By Divine Dube
The news industry around the world, Zimbabwe included, is certainly undergoing a metamorphosis.
The rise of new media and social sites such as Twitter, Facebook and Instagram are becoming, predominantly, the epicentre for news-making and sharing.
In Africa in general and Zimbabwe in particular, the news sector is undergoing a rough patch, with some newspapers closing down and or laying off staff including journalists with decades of experience in the media industry.
Print readership is clearly declining and newspapers must either adapt and customise or face closure.
Interestingly, most of them have made considerable changes in response to the new media wave but the desired change seems to be moving in snail’s pace.
For instance some newspaper companies have not yet holistically incorporated new media in their strategies. While some newspapers do not have vibrant websites those who have or claim to have them do not update them or if they do, they do after some time to maintain their presence on the web.
Media managers who have been under pressure to incorporate new media in their strategies have gone on to open Facebook and Twitter accounts but sadly; these pages are underutilized or totally lie defunct.
Certainly, soon than later those who are not willing to embrace change will be thrown in the periphery and in the dustbin of history.
This article is not in any way intended to be a critical analysis of the news industry versus the rise of social media but I am humbled to share new insight on innovation in the media industry following my visit to the Staten Island Advance Newspaper in the US last week.
The publication is owned by Advance Publications and publishes community news in the borough of Staten Island in New York City. What inspired me is how this “small” yet influential newspaper is responding or has responded to the rise of new media in terms of “revolutionarising” news production.
While in some media companies, particularly back home where I have been widely exposed to the operations of the media, online news is dedicated to one stuff member who just uploads the newspaper version of the stories online and disappears, this innovative newspaper company has two divisions; that is to say, two news divisions with a fair staff compliment which oversees online news and offline news.
What this means in essence is that the online news section’s role is to “break news” and “compete” with Twitter, Facebook and Instagram on “immediate” events that won’t wait for tomorrow’s newspaper. The online section’s role, in addition to this, is to reproduce the articles in the newspaper by making them short and appealing to online consumers.
The traditional news or offline section’s role is to produce news the traditional way, so to speak. That is to chase morning and afternoon diaries and file news for the next day. Sadly, in Zimbabwe, online stories for websites owned by newspapers are the same long articles in the same newspaper version. I doubt if online news consumers have time to read long articles!
Back to my insights; in addition to the setup, what is more appealing with this newspaper company is that, unlike in traditional newspaper setups, the advertising company and the news section are in the same desk. What an irony! Traditionally, the advertising section and the news section have been enemies because they have conflicting interests.
Is ‘merging’ the advertising and news sections an answer to sustainability? I might not have the response but what I know is that times are changing and newspapers must quickly realise that methods employed in the past may be obsolete today.

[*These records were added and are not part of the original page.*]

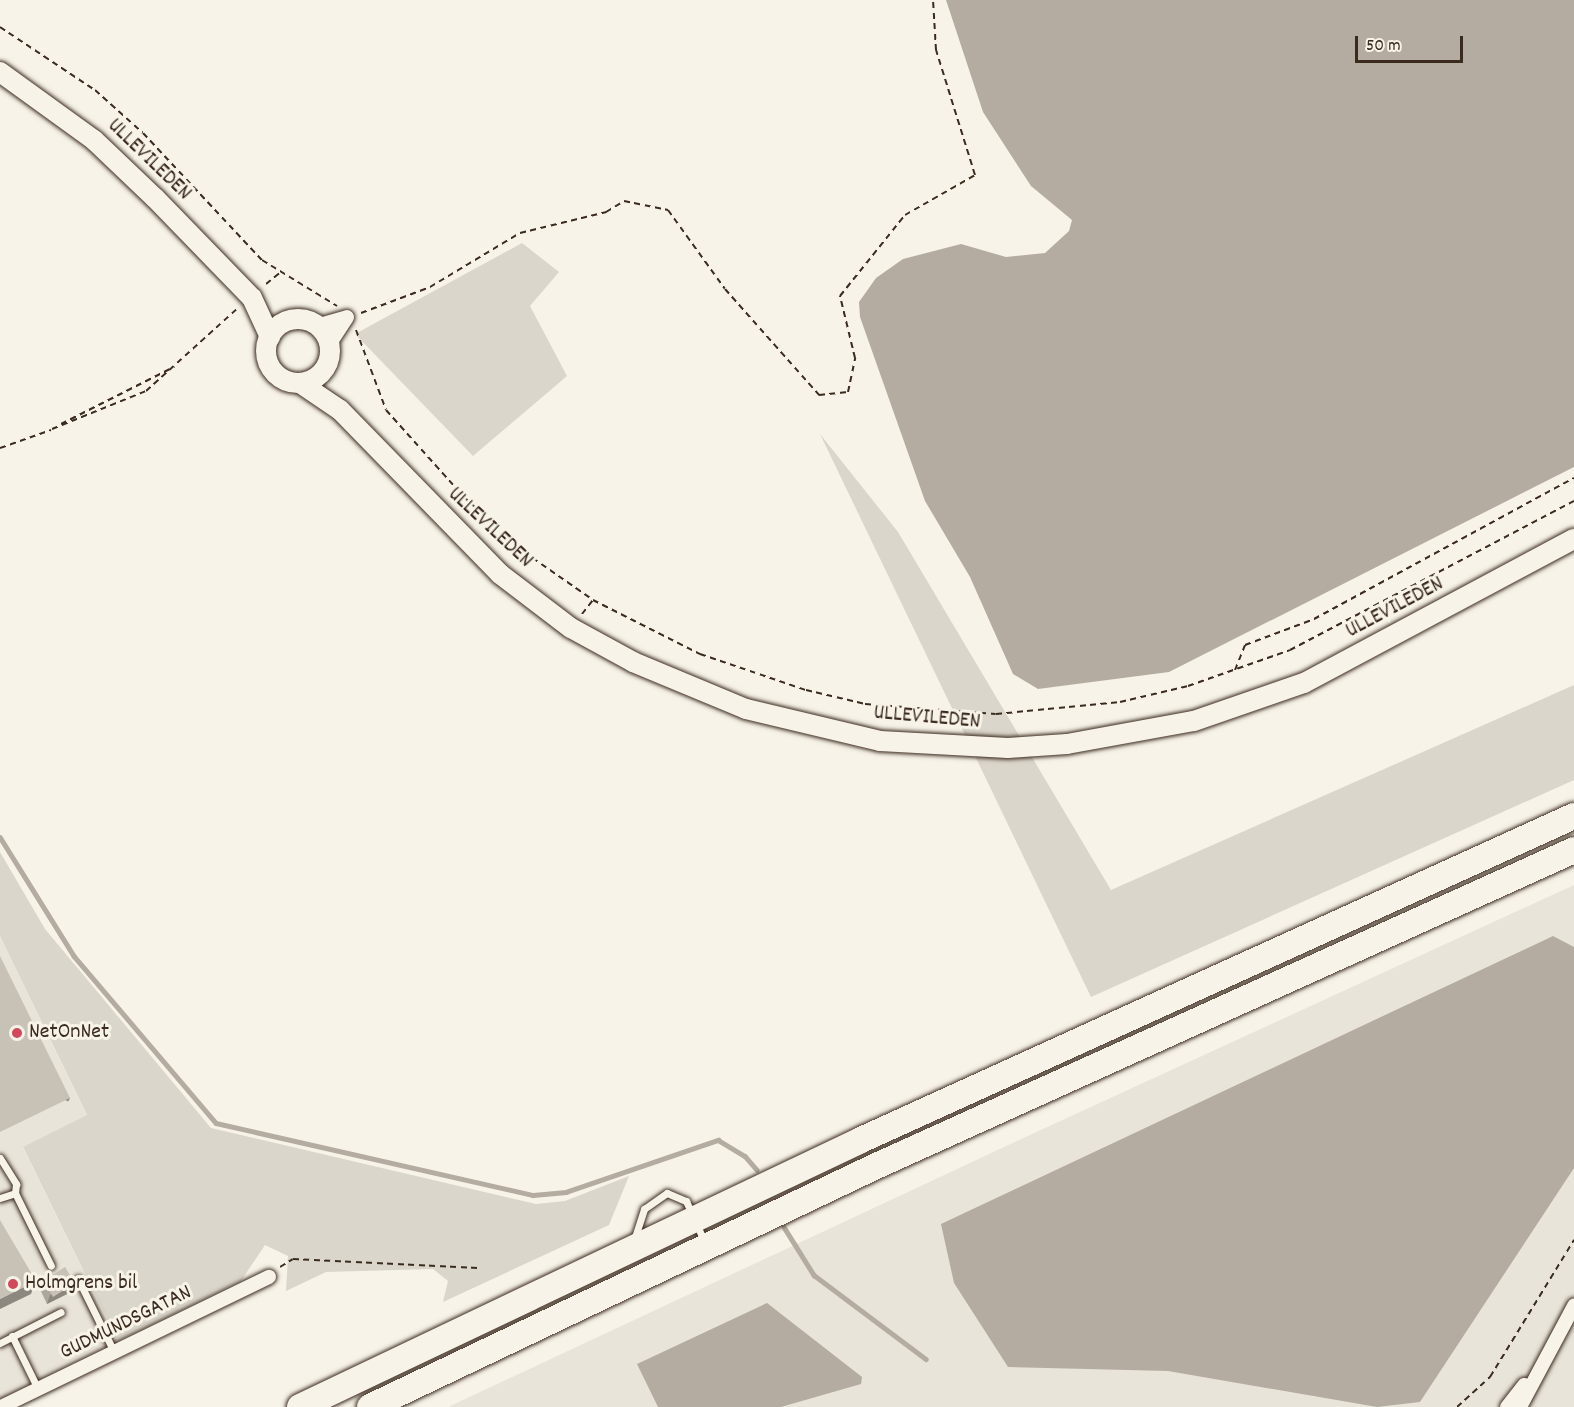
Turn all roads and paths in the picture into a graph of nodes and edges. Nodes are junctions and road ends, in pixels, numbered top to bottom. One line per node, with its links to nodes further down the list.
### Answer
1 (933, 0): 9 (path)
2 (0, 27): 4 (path)
3 (0, 72): 6 (main road, ULLEVILEDEN)
4 (280, 272): 5 (path); 7 (path)
5 (266, 284)
6 (245, 303): 8 (main road, ULLEVILEDEN); 11 (main road, ULLEVILEDEN); 13 (path)
7 (337, 306)
8 (291, 320): 10 (main road); 11 (main road)
9 (351, 321): 10 (street); 12 (street); 22 (path)
10 (316, 326): 12 (main road)
11 (270, 337): 15 (main road)
12 (329, 345): 14 (main road)
13 (177, 365): 17 (path); 17 (path)
14 (323, 370): 15 (main road); 16 (main road, ULLEVILEDEN)
15 (300, 383): 16 (main road, ULLEVILEDEN)
16 (340, 410): 21 (main road, ULLEVILEDEN)
17 (52, 429): 18 (path)
18 (0, 448)
19 (1574, 477): 22 (path)
20 (1574, 501): 22 (path)
21 (1574, 539)
22 (1235, 672)
23 (1574, 816): 28 (highway)
24 (1574, 850): 30 (highway)
25 (0, 1158): 26 (lane)
26 (15, 1193): 27 (lane); 32 (lane)
27 (0, 1198)
28 (695, 1219): 30 (lane); 31 (highway); 31 (lane)
29 (1574, 1240): 46 (path)
30 (707, 1247): 45 (highway)
31 (632, 1248): 44 (highway)
32 (51, 1266)
33 (478, 1268): 34 (path)
34 (269, 1277): 40 (street, GUDMUNDSGATAN)
35 (78, 1280): 40 (lane)
36 (1574, 1306): 41 (street)
37 (60, 1312): 38 (lane)
38 (12, 1336): 39 (lane); 42 (lane)
39 (0, 1343)
40 (114, 1352): 42 (street, GUDMUNDSGATAN)
41 (1546, 1354): 47 (street); 48 (street)
42 (38, 1389): 43 (street, GUDMUNDSGATAN)
43 (1, 1407)
44 (300, 1407)
45 (370, 1407)
46 (1457, 1407)
47 (1507, 1407)
48 (1520, 1407)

Innovation in the news industry involves changing not only the traditional journalism model, but also incorporating changes into its business, technology and marketing.
However, I must succinctly state that Zimbabwe just like other developing countries is also hard hit by the digital divide which is a result of factors that make it difficult for people to obtain access to the Internet. These include things such as poverty; high device, data, and telecommunications charges; infrastructure barriers; digital literacy challenges; and policy and operational barriers.
This alone makes it hard for media houses to fully implement digital strategies without marginalizing vast swathes of communities who are outside the digital grid.
However, it is important to point out that most citizens in Zimbabwe including those residing in rural settlements, are now able to access news via mobile technologies usually through smart phones.
The only disadvantage of mobile platforms versus participatory journalism is that consumers are not able to engage directly with those who make or produce news.
This is different from news shared online via Twitter or Facebook where consumers offer immediate commentary on the content.
It is all up to media houses to “modernise” and quickly adapt to the changing news industry or face closure!
The author, Divine Dube is an MCZ trainee and currently a Mandela-Washington Fellow. He is studying Civic Leadership & Engagement @ Wagner College, School of Liberal Arts in New York.